第11話 消えぬ悲しみ

幾多の試練を乗り越え、私は本来の明るさと快活さを取り戻しました。
しかし心の中では依然として闇を抱え続けたままでした。

その事と直面するのは、決まって毎年二月四日 – 子宮外妊娠による卵管摘出手術を受けたその日でした。
普段は考えないようにしていても、その日だけは逃れる事ができません。心は乱れ苦しみ、この場にいるはずのないわが子を捜し求めては自然と涙がこみ上げ、あの手術の時から全く前に進んでいない自分を痛感します。
しかし、一生悲しみ苦しみ続けなければならないのかと沈む反面、亡くなった子供への思いは年月を経ても変わっていない事に安堵して救われる気持ちもありました。

ある時ふと、「あの子が生きていた証を何か残したい。今のわが子達に兄か姉がいたという事を知っておいて欲しい。」
それらの思いが堰を切ったように溢れ出し、亡くなった子供とその妹・弟達への心の内を書き綴り始めました。
毎日昼も夜も、手が空くと原稿用紙に向かい、一晩夢中で書き続け、気がつけば空が明るくなっていた事もありました。
それを書く事によって苦しみや悲しみから解放され、楽になれるのではないか、という期待があったのです。
しかし、ずっと心に閉ざしてきた過去を書く事は、思いのほか悲しみや苦しみと向かい合わなければならず、予想以上に辛い作業となりました。それでも溢れ出てくる思いは止める事ができませんでした。
書いた内容を涙を拭いながら読み返し、「私の気持ちはこんなんじゃない」と書き直す・・。そんな事を数え切れないほど繰り返しました。
当時は、将来その時の原稿が本として出版されるとは夢にも思っていませんでした。

私の思いの詰まった文章は、運良く出版されるに到りました。
涙が出るほど嬉しく、「これでやっと楽になれる」と思いました。
しかし、その後もなお、悲しみや苦しみから解放される事はありませんでした。

何年経っても、子供を亡くした悲しみや苦しみは変わらず、「あの子を抱きしめる事も成長を見ることもできない」という思いが強くなるばかりでした。
誰からも祝福されず、たった一人でこの世を去り、誰からも見送ってもらえなかったわが子・・・。

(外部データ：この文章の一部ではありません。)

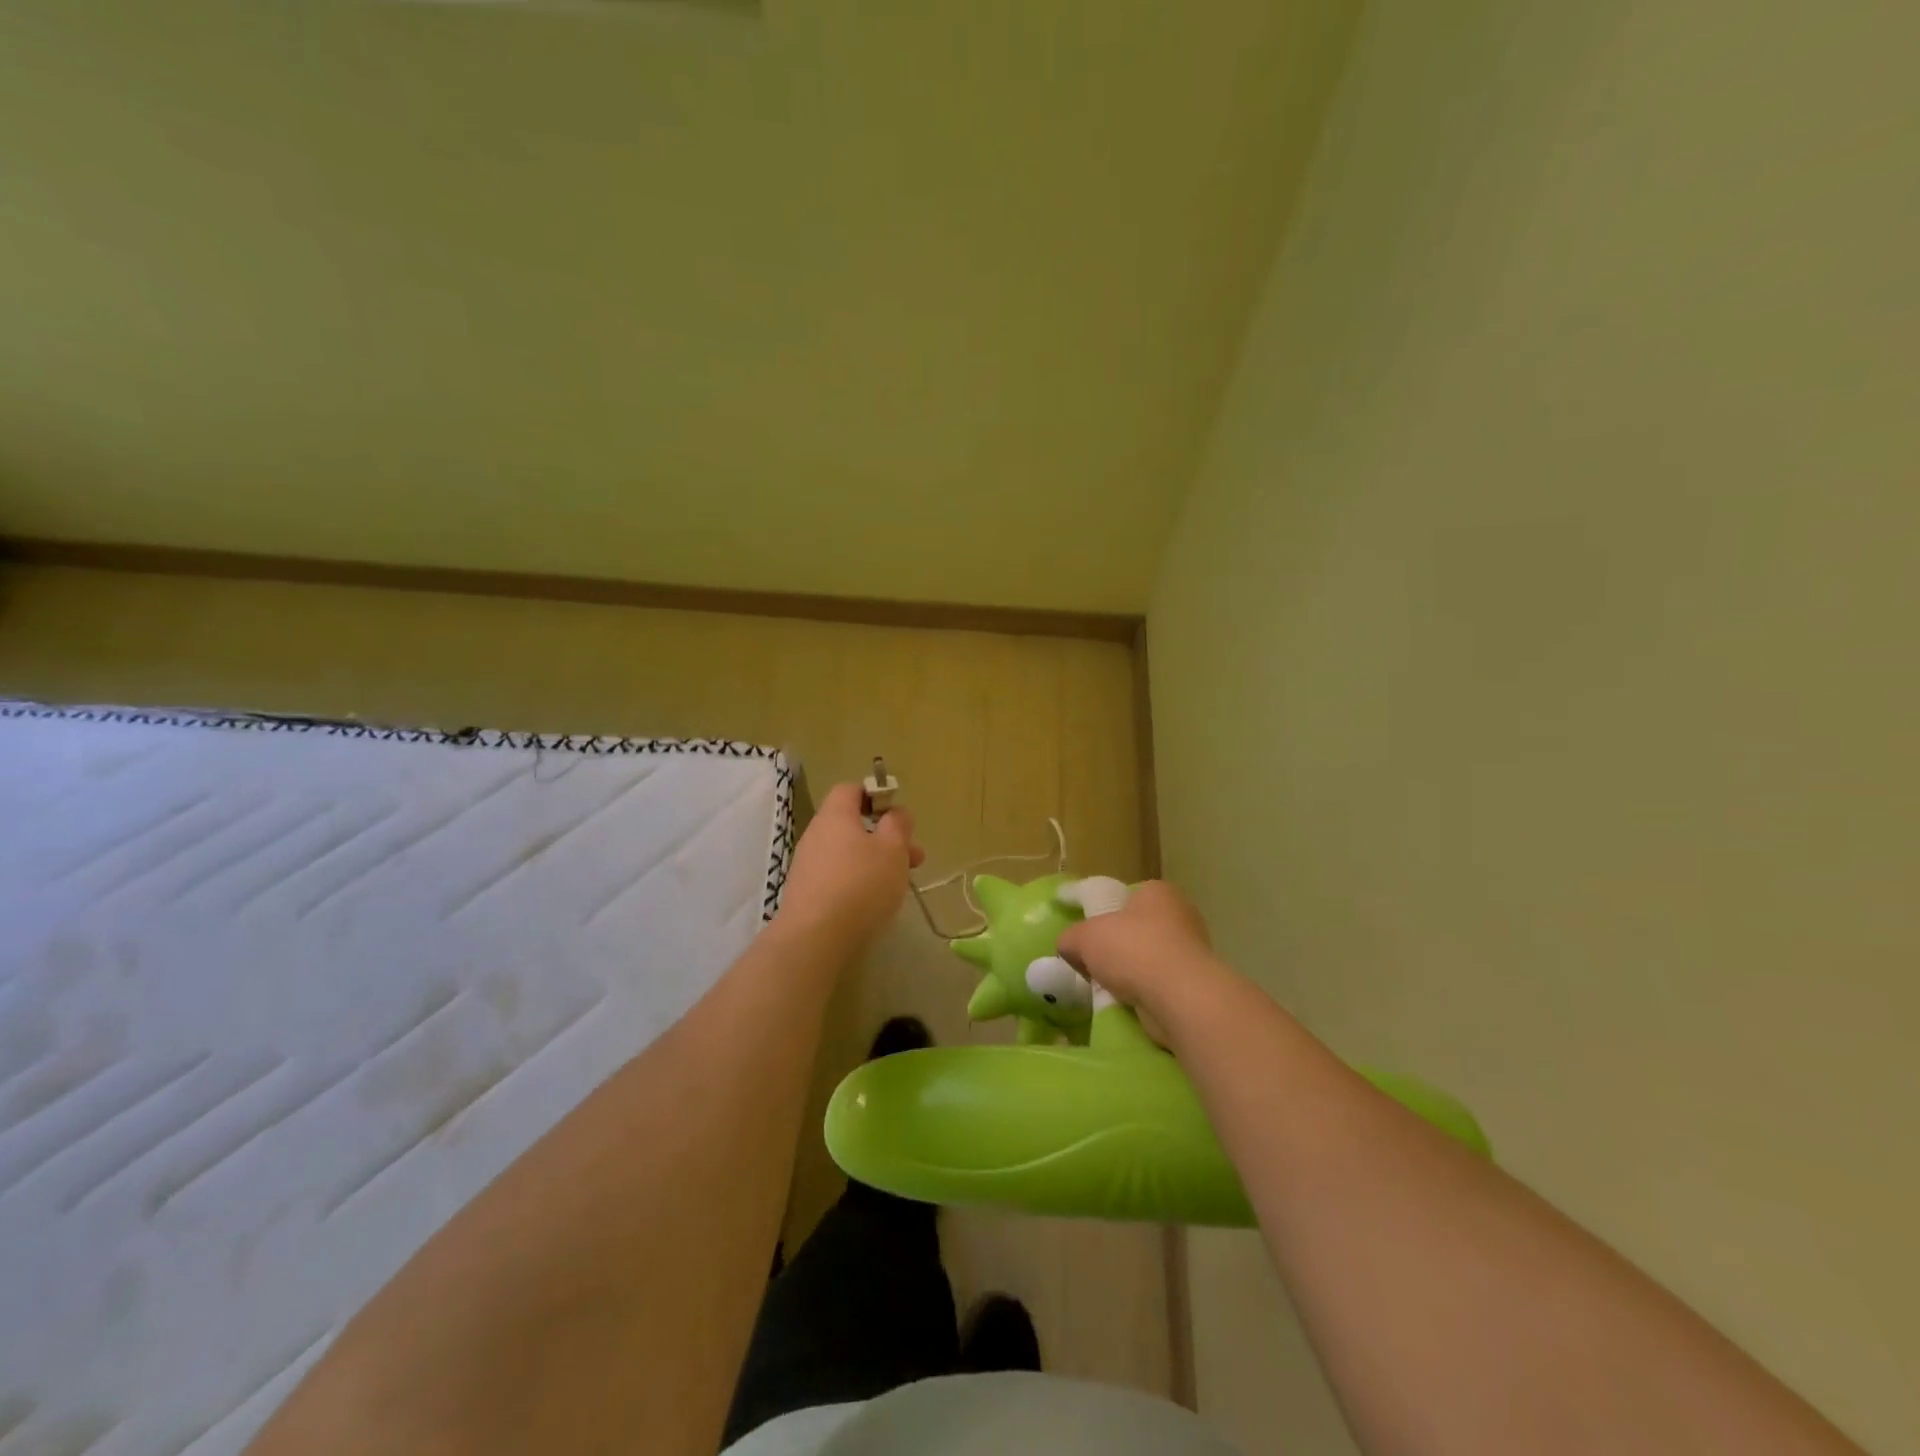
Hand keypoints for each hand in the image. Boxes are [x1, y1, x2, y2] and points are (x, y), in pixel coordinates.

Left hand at [776, 782, 924, 950]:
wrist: (814, 940)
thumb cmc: (861, 885)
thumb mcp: (893, 850)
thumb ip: (898, 825)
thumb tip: (895, 812)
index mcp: (835, 815)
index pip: (851, 789)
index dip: (876, 796)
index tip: (898, 817)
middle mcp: (816, 834)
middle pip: (852, 824)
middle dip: (885, 837)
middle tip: (914, 858)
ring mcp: (807, 865)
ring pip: (848, 853)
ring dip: (875, 862)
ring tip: (900, 885)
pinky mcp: (805, 893)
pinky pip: (837, 876)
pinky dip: (857, 882)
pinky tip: (873, 904)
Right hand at [1055, 879, 1230, 1024]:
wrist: (1180, 997)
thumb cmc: (1133, 950)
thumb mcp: (1084, 936)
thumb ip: (1070, 938)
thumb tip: (1068, 948)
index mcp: (1158, 892)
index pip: (1128, 897)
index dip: (1106, 914)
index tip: (1090, 935)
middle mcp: (1181, 915)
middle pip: (1139, 929)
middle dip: (1118, 948)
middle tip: (1095, 964)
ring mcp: (1193, 951)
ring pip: (1150, 960)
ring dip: (1131, 974)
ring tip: (1108, 989)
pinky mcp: (1196, 985)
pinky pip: (1161, 986)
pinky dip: (1145, 994)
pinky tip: (1128, 1005)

それに本当は、あの時 – あの子を失った時、私は声を上げて泣きたかった。
思いっきり泣かせて欲しかった。

子宮内ではないにしても、あの子は確かにお腹の中に着床し、六週間育っていたのです。
100パーセント産まれる事ができない命であっても、私からすれば愛おしいわが子に違いありません。

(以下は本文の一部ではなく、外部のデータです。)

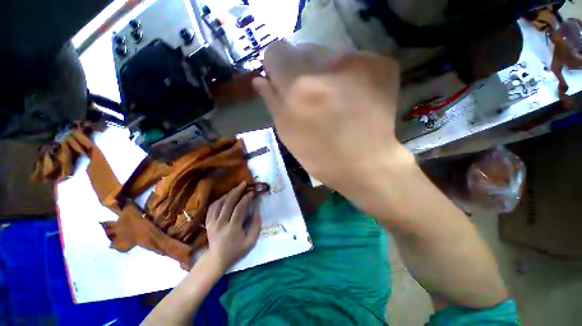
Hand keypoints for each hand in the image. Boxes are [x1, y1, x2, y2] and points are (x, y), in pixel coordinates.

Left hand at [205, 181, 260, 271]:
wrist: (216, 260)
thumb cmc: (236, 251)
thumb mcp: (251, 242)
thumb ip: (256, 226)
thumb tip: (257, 211)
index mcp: (232, 228)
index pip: (240, 208)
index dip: (246, 198)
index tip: (252, 192)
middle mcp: (221, 223)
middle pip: (228, 202)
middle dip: (237, 191)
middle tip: (244, 183)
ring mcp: (212, 222)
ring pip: (219, 202)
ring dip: (228, 193)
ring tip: (236, 188)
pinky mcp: (208, 222)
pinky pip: (212, 207)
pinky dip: (219, 199)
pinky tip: (225, 196)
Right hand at [253, 41, 412, 195]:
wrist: (365, 164)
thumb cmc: (320, 156)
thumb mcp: (287, 134)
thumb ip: (272, 102)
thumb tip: (260, 80)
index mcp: (297, 88)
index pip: (276, 51)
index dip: (278, 67)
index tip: (285, 82)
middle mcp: (325, 67)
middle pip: (304, 50)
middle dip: (303, 71)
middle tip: (314, 97)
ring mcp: (358, 62)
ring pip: (330, 55)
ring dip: (327, 74)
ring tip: (336, 100)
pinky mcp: (381, 64)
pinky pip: (355, 60)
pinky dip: (350, 76)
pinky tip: (355, 98)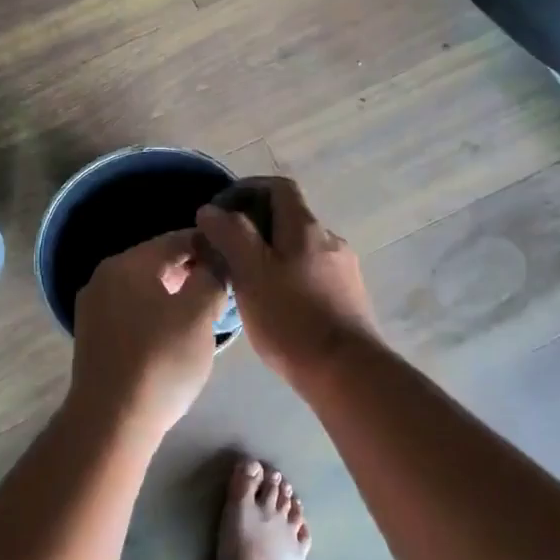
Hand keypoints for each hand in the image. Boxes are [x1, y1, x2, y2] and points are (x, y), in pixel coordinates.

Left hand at [68, 230, 227, 439]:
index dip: (208, 246)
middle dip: (191, 271)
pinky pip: (131, 311)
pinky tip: (174, 333)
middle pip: (156, 262)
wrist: (112, 421)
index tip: (235, 259)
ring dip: (174, 293)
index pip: (175, 240)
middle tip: (223, 288)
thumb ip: (211, 278)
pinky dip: (155, 313)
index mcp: (126, 264)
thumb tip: (215, 262)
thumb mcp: (199, 314)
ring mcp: (93, 308)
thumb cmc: (161, 361)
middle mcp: (103, 277)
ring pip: (143, 288)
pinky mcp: (92, 336)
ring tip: (204, 312)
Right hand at [196, 177, 380, 383]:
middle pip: (289, 217)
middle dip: (255, 226)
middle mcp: (329, 240)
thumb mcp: (251, 272)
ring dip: (271, 253)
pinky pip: (311, 273)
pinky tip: (273, 304)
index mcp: (305, 227)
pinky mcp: (348, 298)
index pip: (278, 187)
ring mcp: (343, 270)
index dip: (248, 189)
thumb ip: (230, 235)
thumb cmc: (291, 318)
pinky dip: (288, 276)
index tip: (221, 210)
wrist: (347, 372)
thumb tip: (211, 210)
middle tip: (225, 250)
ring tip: (245, 280)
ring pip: (299, 248)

世間の反応はそんな思いとは裏腹に、悲しみを口に出す事も涙を流す事さえもはばかりました。
当時は、単に病気を手術しただけかのように振舞う人が多く、悲しみを表に出す事を避ける傾向がありました。
まして世間においては、子宮以外に受精卵が着床する子宮外妊娠では、『摘出物』。流産・死産のように子宮内の子供を亡くした場合は『小さな命』。
決して同じように認識してはもらえませんでした。一つの生命が消えた事に変わりはないのに・・・。
私は感情を無理矢理抑えこみ、不妊治療などに励む事で前向きに生きようとしましたが、あがけばあがくほど心の闇は更に深まるばかりでした。

数年後、私の出版本のホームページを立ち上げた事がきっかけとなり、ある女性と知り合う事ができました。そして、その方から死産・流産経験者のための会があり、その会は子宮外妊娠経験者も受け入れている事を知らされました。

早速インターネット上で見たその会のホームページは、私に大きな衝撃を与え、ずっと心の奥で押し殺していた悲しみの感情を激しく揺り動かし始めました。

子宮外妊娠もお腹の子供を亡くした事と見なしている人達がいる。そして、こんなにも多くの人達が私と同じように苦しんでいる。

とめどなく涙が溢れ、「一人じゃなかった」という感情で胸がいっぱいになりました。
そして同時に、その会に集う方々の訴える悲しみや苦しみが、過去の胸の内と重なり、切なさで胸が詰まりました。

もし、あの子を亡くした時この会と出会っていたなら、こんなに苦しむ事はなかったかもしれません。

心の奥にその時までくすぶり続けていた悲しみを表現する事で、「あの子と私の時計」の針がようやく前に進み始めた様な気がしました。